Il saggio di Fromm costitisce un classico della letteraratura psicoanalitica non specialistica e credo sia presente nelle bibilioteche di parecchie generazioni di studenti, adulti, genitori, insegnanti, figli.
Personalmente ho letto il volume durante l'adolescenza e recentemente ho avuto modo di riprenderlo in mano, trovandomi a considerarla adesso da un punto di vista molto diverso.
Fromm apparteneva alla categoria degli "umanisti radicali", era cioè convinto che l'individuo potesse, attraverso l'impegno e la conoscenza di sè, emanciparsi sino a divenire in grado di esprimersi compiutamente nel mondo, quindi ad amare in modo maturo e responsabile sè stesso e gli altri.
Si tratta di una visione idelistica dell'uomo, che può facilmente far presa su un giovane idealista, ma credo che queste argomentazioni siano oggi più difficilmente riproponibili.

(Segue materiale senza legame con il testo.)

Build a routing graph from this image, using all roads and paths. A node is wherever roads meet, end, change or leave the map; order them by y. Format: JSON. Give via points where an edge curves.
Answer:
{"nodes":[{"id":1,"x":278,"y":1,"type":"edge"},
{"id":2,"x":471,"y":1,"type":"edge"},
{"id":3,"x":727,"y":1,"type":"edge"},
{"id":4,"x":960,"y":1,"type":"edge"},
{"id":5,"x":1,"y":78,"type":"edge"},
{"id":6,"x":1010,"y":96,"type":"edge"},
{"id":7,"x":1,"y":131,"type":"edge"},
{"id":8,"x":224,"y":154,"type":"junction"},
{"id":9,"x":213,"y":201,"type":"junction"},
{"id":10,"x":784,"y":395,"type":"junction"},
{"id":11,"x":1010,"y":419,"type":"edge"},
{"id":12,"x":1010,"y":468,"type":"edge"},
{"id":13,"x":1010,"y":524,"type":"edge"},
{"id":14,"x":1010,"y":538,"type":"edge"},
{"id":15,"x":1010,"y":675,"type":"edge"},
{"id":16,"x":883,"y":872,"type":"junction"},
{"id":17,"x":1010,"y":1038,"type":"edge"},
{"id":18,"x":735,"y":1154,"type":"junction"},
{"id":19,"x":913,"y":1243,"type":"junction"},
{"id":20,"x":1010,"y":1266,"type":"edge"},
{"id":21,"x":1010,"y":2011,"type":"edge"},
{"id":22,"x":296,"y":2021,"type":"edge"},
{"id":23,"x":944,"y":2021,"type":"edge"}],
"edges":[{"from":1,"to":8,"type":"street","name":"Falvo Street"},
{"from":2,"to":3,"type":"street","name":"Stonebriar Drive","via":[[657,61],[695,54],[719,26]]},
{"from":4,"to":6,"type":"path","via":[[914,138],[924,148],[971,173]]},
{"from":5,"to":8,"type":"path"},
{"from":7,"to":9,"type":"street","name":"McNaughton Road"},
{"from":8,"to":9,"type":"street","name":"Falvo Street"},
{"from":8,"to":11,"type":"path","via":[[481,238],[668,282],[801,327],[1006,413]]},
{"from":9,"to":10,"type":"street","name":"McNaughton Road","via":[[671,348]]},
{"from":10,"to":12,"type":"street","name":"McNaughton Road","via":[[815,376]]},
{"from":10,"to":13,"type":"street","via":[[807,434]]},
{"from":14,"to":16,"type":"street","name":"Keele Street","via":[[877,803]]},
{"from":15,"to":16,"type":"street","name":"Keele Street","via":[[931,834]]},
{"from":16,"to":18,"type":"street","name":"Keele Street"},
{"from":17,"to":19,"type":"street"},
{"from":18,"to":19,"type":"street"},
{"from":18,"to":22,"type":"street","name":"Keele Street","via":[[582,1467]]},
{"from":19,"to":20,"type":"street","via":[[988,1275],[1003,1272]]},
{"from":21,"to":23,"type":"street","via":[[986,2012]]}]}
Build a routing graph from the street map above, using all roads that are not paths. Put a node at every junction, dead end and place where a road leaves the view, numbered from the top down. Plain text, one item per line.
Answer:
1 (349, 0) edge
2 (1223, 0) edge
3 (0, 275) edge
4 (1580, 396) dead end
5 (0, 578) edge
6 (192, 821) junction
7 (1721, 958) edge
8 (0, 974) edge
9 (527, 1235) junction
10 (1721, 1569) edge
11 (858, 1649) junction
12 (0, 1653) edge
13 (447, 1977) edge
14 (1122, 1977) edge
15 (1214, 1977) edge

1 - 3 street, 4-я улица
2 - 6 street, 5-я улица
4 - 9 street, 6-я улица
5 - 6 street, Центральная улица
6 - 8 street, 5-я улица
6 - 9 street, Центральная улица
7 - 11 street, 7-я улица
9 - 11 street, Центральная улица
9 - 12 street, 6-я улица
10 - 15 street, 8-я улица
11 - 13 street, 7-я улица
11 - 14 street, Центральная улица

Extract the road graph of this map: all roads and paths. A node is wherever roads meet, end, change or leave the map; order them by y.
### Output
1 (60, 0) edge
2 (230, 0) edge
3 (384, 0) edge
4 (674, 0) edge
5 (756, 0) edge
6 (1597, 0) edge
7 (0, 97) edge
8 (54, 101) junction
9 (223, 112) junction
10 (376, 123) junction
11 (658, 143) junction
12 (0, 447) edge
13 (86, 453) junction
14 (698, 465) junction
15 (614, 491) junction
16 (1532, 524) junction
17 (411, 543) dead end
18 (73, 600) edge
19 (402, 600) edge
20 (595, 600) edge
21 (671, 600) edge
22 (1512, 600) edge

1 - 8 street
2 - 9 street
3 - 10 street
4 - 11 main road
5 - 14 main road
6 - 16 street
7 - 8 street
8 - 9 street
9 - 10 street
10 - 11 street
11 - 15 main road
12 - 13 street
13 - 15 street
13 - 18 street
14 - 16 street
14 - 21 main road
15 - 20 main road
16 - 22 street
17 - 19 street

Possiamo ancora oggi, in una società sempre più impersonale, tecnicamente organizzata e sempre meno interessata ai sentimenti e alle emozioni umane, emanciparci come individui, costruire la nostra libertà e divenire capaci di vero amore?
Non è che forse oggi l'amore è invece un'ancora di salvezza per non precipatare nel baratro di una società, in cui solitudine e disagio di vivere sono sempre più forti?
La domanda è forse in questi termini: è davvero possibile vivere sino a diventare capaci di amare, o forse si ama per cercare, in qualche modo, di sopravvivere?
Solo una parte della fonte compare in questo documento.